Your response should consist of the records below, repeated exactly.

* [Saved entries]:
== Segment start ==
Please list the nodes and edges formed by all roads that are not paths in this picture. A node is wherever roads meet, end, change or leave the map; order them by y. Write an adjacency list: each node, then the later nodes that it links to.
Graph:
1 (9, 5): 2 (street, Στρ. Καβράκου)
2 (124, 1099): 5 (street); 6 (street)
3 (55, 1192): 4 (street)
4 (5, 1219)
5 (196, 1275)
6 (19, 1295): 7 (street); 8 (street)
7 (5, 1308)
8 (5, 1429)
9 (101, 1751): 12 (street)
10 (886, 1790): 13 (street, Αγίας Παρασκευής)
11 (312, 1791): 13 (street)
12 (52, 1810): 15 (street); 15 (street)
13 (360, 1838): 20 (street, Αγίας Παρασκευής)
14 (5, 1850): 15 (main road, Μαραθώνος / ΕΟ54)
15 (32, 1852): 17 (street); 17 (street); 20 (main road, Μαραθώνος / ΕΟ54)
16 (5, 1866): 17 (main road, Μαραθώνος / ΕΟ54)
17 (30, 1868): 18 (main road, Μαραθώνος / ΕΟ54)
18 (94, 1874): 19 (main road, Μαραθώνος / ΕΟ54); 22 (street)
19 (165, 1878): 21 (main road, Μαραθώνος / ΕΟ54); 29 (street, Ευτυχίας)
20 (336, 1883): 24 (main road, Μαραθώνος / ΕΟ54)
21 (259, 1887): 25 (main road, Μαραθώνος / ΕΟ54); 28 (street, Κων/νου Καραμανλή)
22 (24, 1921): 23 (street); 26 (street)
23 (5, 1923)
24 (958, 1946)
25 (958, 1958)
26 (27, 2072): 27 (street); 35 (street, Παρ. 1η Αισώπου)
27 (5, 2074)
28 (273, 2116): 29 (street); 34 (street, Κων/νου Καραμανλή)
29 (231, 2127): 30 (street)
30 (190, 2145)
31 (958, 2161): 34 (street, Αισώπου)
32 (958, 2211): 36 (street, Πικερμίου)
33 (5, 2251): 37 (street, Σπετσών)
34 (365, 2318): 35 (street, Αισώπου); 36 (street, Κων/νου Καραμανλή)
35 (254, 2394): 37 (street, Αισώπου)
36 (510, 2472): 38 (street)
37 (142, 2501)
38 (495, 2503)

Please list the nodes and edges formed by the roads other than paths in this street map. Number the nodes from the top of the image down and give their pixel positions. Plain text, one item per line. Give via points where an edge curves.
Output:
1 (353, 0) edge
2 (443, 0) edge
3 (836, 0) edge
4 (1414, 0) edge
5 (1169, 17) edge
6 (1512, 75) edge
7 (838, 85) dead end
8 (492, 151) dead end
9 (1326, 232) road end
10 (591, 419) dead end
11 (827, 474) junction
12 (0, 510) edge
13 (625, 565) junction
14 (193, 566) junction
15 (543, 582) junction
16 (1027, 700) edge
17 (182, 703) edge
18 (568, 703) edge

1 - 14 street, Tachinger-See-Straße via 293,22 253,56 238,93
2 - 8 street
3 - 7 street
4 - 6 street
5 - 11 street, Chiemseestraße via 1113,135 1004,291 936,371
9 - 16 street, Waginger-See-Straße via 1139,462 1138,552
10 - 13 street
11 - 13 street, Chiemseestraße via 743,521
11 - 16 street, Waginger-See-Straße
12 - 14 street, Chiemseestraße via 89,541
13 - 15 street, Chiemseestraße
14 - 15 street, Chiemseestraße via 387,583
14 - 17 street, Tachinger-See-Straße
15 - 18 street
== Segment end ==
* [ANSWER]:
Please list the nodes and edges formed by all roads that are not paths in this picture. A node is wherever roads meet, end, change or leave the map; order them by y. Write an adjacency list: each node, then the later nodes that it links to.
Graph:
1 (9, 5): 2 (street, Στρ. Καβράκου)
2 (124, 1099): 5 (street); 6 (street)
3 (55, 1192): 4 (street)
4 (5, 1219)
5 (196, 1275)
6 (19, 1295): 7 (street); 8 (street)
7 (5, 1308)
8 (5, 1429)
9 (101, 1751): 12 (street)
10 (886, 1790): 13 (street, Αγίας Παρασκευής)
11 (312, 1791): 13 (street)
12 (52, 1810): 15 (street); 15 (street)
13 (360, 1838): 20 (street, Αγίας Παρασκευής)
14 (5, 1850): 15 (main road, Μαραθώνος / ΕΟ54)
15 (32, 1852): 17 (street); 17 (street); 20 (main road, Μαραθώνος / ΕΟ54)
16 (5, 1866): 17 (main road, Μαραθώνος / ΕΟ54)
17 (30, 1868): 18 (main road, Μαραθώνος / ΕΟ54)
18 (94, 1874): 19 (main road, Μαραθώνος / ΕΟ54); 22 (street)
19 (165, 1878): 21 (main road, Μαραθώνος / ΕΟ54); 29 (street, Ευτυχίας)
20 (336, 1883): 24 (main road, Μαραθώνος / ΕΟ54)
21 (259, 1887): 25 (main road, Μαραθώνος / ΕΟ54); 28 (street, Κων/νου Καραμανλή)
22 (24, 1921): 23 (street); 26 (street)
23 (5, 1923)
24 (958, 1946)
25 (958, 1958)
26 (27, 2072): 27 (street); 35 (street, Παρ. 1η Αισώπου)
27 (5, 2074)
28 (273, 2116): 29 (street); 34 (street, Κων/νου Καραμανλή)
29 (231, 2127): 30 (street)
30 (190, 2145)
31 (958, 2161): 34 (street, Αισώπου)
32 (958, 2211): 36 (street, Πικερμίου)
33 (5, 2251): 37 (street, Σπετσών)
34 (365, 2318): 35 (street, Αισώπου); 36 (street, Κων/νου Καραμανλή)
35 (254, 2394): 37 (street, Αισώπου)
36 (510, 2472): 38 (street)
37 (142, 2501)
38 (495, 2503)

Please list the nodes and edges formed by the roads other than paths in this street map. Number the nodes from the top of the image down and give their pixel positions. Plain text, one item per line. Give via points where an edge curves.
Output:
1 (353, 0) edge
2 (443, 0) edge
3 (836, 0) edge
4 (1414, 0) edge
5 (1169, 17) edge
6 (1512, 75) edge
7 (838, 85) dead end
8 (492, 151) dead end
9 (1326, 232) road end
10 (591, 419) dead end
11 (827, 474) junction
12 (0, 510) edge
13 (625, 565) junction
14 (193, 566) junction
15 (543, 582) junction
16 (1027, 700) edge
17 (182, 703) edge
18 (568, 703) edge

1 - 14 street, Tachinger-See-Straße via 293,22 253,56 238,93
2 - 8 street
3 - 7 street
4 - 6 street
5 - 11 street, Chiemseestraße via 1113,135 1004,291 936,371
9 - 16 street, Waginger-See-Straße via 1139,462 1138,552
10 - 13 street
11 - 13 street, Chiemseestraße via 743,521
11 - 16 street, Waginger-See-Straße
12 - 14 street, Chiemseestraße via 89,541
13 - 15 street, Chiemseestraße
14 - 15 street, Chiemseestraße via 387,583
14 - 17 street, Tachinger-See-Straße
15 - 18 street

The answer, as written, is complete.